[[ Exercise materials open ]]

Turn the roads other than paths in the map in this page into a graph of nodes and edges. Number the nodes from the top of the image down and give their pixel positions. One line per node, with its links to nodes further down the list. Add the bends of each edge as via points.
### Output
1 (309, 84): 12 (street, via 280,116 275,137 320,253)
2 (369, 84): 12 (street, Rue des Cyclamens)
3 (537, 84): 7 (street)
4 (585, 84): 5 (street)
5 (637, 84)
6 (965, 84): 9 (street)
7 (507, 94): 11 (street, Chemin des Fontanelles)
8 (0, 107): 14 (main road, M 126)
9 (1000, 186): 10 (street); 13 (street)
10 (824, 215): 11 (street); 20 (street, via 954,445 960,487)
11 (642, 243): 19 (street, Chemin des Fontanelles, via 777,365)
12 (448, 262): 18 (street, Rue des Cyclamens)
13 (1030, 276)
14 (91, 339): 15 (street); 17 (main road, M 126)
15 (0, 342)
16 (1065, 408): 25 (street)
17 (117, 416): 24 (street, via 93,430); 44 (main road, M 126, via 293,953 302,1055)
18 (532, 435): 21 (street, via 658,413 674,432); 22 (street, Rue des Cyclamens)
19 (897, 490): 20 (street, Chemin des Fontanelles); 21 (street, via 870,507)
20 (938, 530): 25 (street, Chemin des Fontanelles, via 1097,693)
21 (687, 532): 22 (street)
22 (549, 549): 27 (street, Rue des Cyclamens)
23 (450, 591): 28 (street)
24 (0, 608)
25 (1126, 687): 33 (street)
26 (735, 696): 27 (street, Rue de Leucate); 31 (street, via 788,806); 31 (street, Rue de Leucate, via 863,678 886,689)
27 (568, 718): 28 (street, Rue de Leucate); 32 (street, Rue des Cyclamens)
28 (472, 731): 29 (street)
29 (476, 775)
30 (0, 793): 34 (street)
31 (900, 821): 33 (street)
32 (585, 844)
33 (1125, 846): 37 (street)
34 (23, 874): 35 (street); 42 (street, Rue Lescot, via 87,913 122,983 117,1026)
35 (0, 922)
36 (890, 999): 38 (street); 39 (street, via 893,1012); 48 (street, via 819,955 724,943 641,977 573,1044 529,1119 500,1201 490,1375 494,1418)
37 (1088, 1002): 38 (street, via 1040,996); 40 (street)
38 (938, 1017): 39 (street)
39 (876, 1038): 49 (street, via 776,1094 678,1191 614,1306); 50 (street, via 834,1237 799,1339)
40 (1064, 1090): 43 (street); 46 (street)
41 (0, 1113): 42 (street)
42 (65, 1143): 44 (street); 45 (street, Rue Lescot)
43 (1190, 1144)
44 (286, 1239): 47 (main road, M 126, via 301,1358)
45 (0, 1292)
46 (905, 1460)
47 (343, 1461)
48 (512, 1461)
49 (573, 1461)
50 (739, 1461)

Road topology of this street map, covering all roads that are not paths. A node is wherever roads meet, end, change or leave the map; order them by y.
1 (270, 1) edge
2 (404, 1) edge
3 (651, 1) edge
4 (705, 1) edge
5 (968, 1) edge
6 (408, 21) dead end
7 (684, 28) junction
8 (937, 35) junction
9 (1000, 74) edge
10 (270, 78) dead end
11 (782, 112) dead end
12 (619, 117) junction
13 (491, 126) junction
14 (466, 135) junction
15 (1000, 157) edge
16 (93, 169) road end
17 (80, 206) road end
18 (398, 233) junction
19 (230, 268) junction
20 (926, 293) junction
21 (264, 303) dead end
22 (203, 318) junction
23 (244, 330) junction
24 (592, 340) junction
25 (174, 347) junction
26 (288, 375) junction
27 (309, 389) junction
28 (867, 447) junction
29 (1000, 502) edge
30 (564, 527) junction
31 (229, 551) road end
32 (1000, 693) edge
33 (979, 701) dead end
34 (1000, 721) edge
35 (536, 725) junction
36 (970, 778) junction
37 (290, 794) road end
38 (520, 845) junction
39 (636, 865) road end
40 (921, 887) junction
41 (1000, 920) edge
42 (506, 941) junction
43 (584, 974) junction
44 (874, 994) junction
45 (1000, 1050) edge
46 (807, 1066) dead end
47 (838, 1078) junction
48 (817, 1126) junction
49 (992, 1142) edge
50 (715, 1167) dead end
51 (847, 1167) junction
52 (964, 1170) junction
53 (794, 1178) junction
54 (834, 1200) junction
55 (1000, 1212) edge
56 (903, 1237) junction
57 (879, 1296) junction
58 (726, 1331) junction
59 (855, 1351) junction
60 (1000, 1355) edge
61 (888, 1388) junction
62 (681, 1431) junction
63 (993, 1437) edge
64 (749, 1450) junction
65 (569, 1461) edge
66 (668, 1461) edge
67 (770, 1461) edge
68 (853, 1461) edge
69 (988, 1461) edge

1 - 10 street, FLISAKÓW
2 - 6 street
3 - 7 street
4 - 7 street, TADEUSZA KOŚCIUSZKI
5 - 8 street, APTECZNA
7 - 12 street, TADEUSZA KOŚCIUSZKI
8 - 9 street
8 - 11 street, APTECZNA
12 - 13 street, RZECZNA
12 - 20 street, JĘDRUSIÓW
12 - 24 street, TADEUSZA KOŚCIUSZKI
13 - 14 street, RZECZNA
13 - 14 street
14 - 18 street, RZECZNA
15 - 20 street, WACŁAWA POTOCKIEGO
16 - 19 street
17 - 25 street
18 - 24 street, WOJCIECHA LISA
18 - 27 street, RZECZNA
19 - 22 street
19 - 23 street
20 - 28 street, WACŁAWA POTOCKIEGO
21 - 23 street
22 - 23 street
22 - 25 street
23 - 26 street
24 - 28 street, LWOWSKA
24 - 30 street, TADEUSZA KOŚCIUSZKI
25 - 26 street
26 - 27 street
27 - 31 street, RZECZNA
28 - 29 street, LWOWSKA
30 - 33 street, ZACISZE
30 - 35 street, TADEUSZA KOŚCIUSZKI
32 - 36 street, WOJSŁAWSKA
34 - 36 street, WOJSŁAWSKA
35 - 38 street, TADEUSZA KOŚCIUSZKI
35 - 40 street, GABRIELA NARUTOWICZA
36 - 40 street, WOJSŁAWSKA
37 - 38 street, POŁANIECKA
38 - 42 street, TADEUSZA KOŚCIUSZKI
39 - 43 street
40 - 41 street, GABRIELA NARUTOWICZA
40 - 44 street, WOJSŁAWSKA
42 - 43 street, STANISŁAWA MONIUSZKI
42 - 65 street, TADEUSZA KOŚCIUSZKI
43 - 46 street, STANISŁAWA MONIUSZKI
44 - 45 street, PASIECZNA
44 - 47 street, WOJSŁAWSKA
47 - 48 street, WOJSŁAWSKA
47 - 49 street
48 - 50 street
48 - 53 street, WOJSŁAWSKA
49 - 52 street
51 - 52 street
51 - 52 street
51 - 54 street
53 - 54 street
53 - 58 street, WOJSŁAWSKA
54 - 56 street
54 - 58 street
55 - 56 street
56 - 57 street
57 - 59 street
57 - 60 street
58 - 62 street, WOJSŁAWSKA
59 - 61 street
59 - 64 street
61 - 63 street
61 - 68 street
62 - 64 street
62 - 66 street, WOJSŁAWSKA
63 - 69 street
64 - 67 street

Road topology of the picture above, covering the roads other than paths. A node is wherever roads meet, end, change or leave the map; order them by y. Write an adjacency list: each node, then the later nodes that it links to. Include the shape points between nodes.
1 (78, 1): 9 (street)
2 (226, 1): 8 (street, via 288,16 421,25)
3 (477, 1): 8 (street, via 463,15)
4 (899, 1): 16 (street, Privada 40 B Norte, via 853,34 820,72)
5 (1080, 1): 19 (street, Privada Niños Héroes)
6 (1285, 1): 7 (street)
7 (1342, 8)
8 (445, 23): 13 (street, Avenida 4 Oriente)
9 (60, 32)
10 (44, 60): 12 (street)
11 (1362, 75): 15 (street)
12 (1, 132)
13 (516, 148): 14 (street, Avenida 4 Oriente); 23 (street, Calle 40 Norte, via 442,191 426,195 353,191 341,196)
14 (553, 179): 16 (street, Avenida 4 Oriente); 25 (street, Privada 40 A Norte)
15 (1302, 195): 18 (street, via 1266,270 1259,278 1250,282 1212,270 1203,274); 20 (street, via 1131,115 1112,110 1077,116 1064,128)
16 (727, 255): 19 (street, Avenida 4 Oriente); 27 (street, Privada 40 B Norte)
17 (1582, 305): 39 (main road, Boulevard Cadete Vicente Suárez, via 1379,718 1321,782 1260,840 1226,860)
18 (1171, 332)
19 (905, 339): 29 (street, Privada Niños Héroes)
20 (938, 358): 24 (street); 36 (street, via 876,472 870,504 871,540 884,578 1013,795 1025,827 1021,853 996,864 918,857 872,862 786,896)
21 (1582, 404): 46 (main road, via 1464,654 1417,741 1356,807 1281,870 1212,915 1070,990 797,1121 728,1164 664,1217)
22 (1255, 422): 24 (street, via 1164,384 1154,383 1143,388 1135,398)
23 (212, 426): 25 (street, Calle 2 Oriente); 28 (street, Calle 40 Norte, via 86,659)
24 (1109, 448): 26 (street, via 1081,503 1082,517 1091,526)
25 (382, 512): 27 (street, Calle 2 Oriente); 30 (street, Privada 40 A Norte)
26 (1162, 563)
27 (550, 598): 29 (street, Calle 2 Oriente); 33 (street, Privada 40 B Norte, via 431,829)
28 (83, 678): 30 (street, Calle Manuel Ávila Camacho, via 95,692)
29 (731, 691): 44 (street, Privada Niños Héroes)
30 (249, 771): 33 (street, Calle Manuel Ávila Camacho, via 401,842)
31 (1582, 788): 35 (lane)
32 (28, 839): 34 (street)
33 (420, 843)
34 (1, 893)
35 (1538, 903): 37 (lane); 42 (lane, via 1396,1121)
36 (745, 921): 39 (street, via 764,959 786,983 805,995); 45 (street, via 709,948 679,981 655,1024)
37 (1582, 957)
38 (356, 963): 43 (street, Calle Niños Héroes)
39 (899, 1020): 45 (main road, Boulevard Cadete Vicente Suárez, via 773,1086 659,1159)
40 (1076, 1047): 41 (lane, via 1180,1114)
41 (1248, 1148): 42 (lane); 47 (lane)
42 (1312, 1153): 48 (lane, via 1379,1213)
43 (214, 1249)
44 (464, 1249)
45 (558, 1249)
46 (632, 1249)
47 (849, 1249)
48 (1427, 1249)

[[ Exercise materials closed ]]

Exercise goal>
From the records above, copy every line that includes the word "each".

Response to this exercise>
Turn the roads other than paths in the map in this page into a graph of nodes and edges. Number the nodes from the top of the image down and give their pixel positions. One line per node, with its links to nodes further down the list. Add the bends of each edge as via points.
Road topology of the picture above, covering the roads other than paths. A node is wherever roads meet, end, change or leave the map; order them by y. Write an adjacency list: each node, then the later nodes that it links to. Include the shape points between nodes.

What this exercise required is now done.